Moins qu’à Salzbourg, Thielemann raffine son orchestre, le merveilleux ne semble plus vraiment l’intéresser, dès la plainte du faucon c’est le conte noir qui habite son orchestre, l’ombre de la Grande Guerre plane sur cette lecture très sombre qui refuse les charges expressionnistes de la fratrie Barak pour y faire entendre plutôt une humanité meurtrie.
Depuis Salzbourg, Evelyn Herlitzius a abandonné sa Teinturière pour la laisser à Nina Stemme, on s’en doute … absolument pas mégère, brûlée plutôt, exemple de style et de chant qui sait être beau même dans la vindicte, un modèle. Herlitzius aura emporté son chant de prophétesse chez une Nourrice simplement anthologique où passe le souvenir d’Höngen : ces mots sont des imprécations.
Indifférent, comme perdu dans ses chasses éternelles, Stephen Gould reste cet Empereur égoïste dont le timbre durci rend la psyché plus exacte encore. Wolfgang Koch, Barak si humain de timbre mais sans la ligne qu’y mettait Walter Berry, et côté immortels L’Impératrice sans vraie magie de Camilla Nylund, si bien chantante pourtant mais qui doit succéder au timbre d’amende et aux aigus flottés d’une Anne Schwanewilms inapprochable à Salzbourg, sont des bémols mineurs que rembourse une compagnie de chant finement distribuée.
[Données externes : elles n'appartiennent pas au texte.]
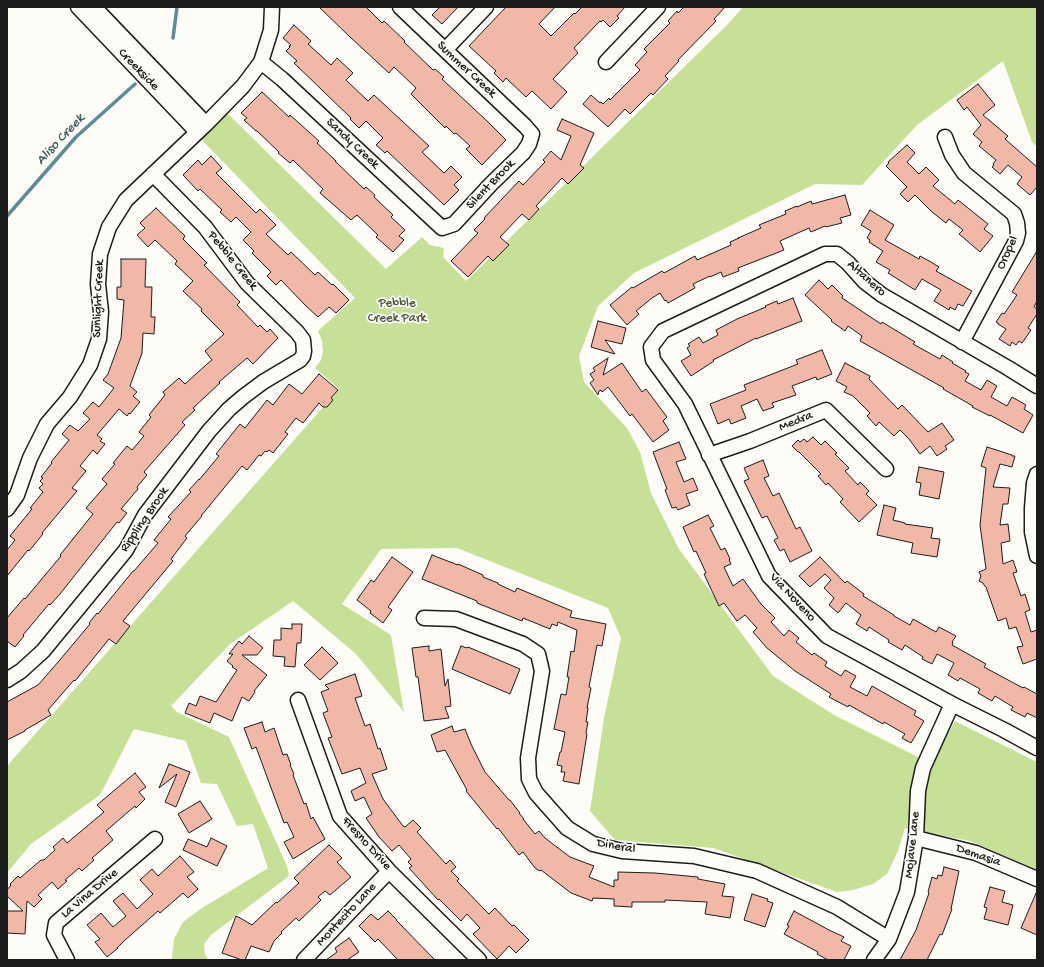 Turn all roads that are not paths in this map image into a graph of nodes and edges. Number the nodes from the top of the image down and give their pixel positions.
1 (78, 7) edge
2 (94, 7) edge
3 (272, 7) edge
4 (400, 7) edge
5 (486, 7) edge
6 (658, 7) edge
7 (445, 50) junction
8 (261, 62) junction
9 (606, 62) dead end
10 (202, 128) junction
11 (532, 134) joint
12 (945, 137) dead end
13 (153, 174) junction
14 (442, 228) joint
15 (962, 342) junction
16 (651, 347) joint
17 (304, 351) joint
18 (1037, 386) edge
19 (709, 455) junction
20 (886, 469) dead end
21 (1037, 474) edge
22 (7, 509) edge
23 (1037, 556) edge
24 (424, 618) dead end
25 (7, 680) edge
26 (298, 700) dead end
27 (952, 704) junction
28 (1037, 748) edge
29 (916, 838) junction
30 (155, 839) dead end
31 (389, 871) junction
32 (1037, 879) edge
33 (889, 939) junction
34 (66, 960) edge
35 (304, 960) edge
36 (479, 960) edge
37 (874, 960) edge

1 - 10 street, Creekside
2 - 10 street, Creekside
3 - 8 street, Sunlight Creek
4 - 7 street, Summer Creek
5 - 7 street
6 - 9 street
7 - 11 street, Summer Creek
8 - 10 street, Sunlight Creek
8 - 14 street, Sandy Creek
10 - 13 street, Sunlight Creek
11 - 14 street, Silent Brook
12 - 15 street, Oropel
13 - 17 street, Pebble Creek
13 - 22 street, Sunlight Creek
15 - 16 street, Altanero
15 - 18 street, Altanero
16 - 19 street, Via Noveno
17 - 25 street, Rippling Brook
19 - 20 street, Medra
19 - 27 street, Via Noveno
21 - 23 street
24 - 33 street, Dineral
26 - 31 street, Fresno Drive
27 - 28 street, Via Noveno
27 - 29 street, Mojave Lane
29 - 32 street, Demasia
29 - 33 street, Mojave Lane
30 - 34 street, La Vina Drive
31 - 35 street, Montecito Lane
31 - 36 street, Fresno Drive
33 - 37 street, Mojave Lane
Et le troisième acte, d’une tension étreignante, touche au sublime. Mais il me faut le spectacle !
LE DISQUE DU JOUR
Richard Strauss
(1864-1949)
Die Frau ohne Schatten,
Op. 65, TrV 234
Stephen Gould, ténor
(Der Kaiser)
Camilla Nylund, soprano
(Die Kaiserin)
Evelyn Herlitzius, soprano (Die Amme)
Sebastian Holecek, baryton (Geisterbote)
Maria Nazarova, soprano (Hüter der Schwelle des Tempels, Stimme des Falken)
Benjamin Bruns, ténor (Stimme eines Jünglings)
Monika Bohinec, mezzo-soprano (Stimme von oben)
Wolfgang Koch, baryton (Barak, der Färber)
Nina Stemme, soprano (Die Färberin)
Samuel Hasselhorn, baryton (Der Heinäugige)
Ryan Speedo Green, baryton-basse (Der Einarmige)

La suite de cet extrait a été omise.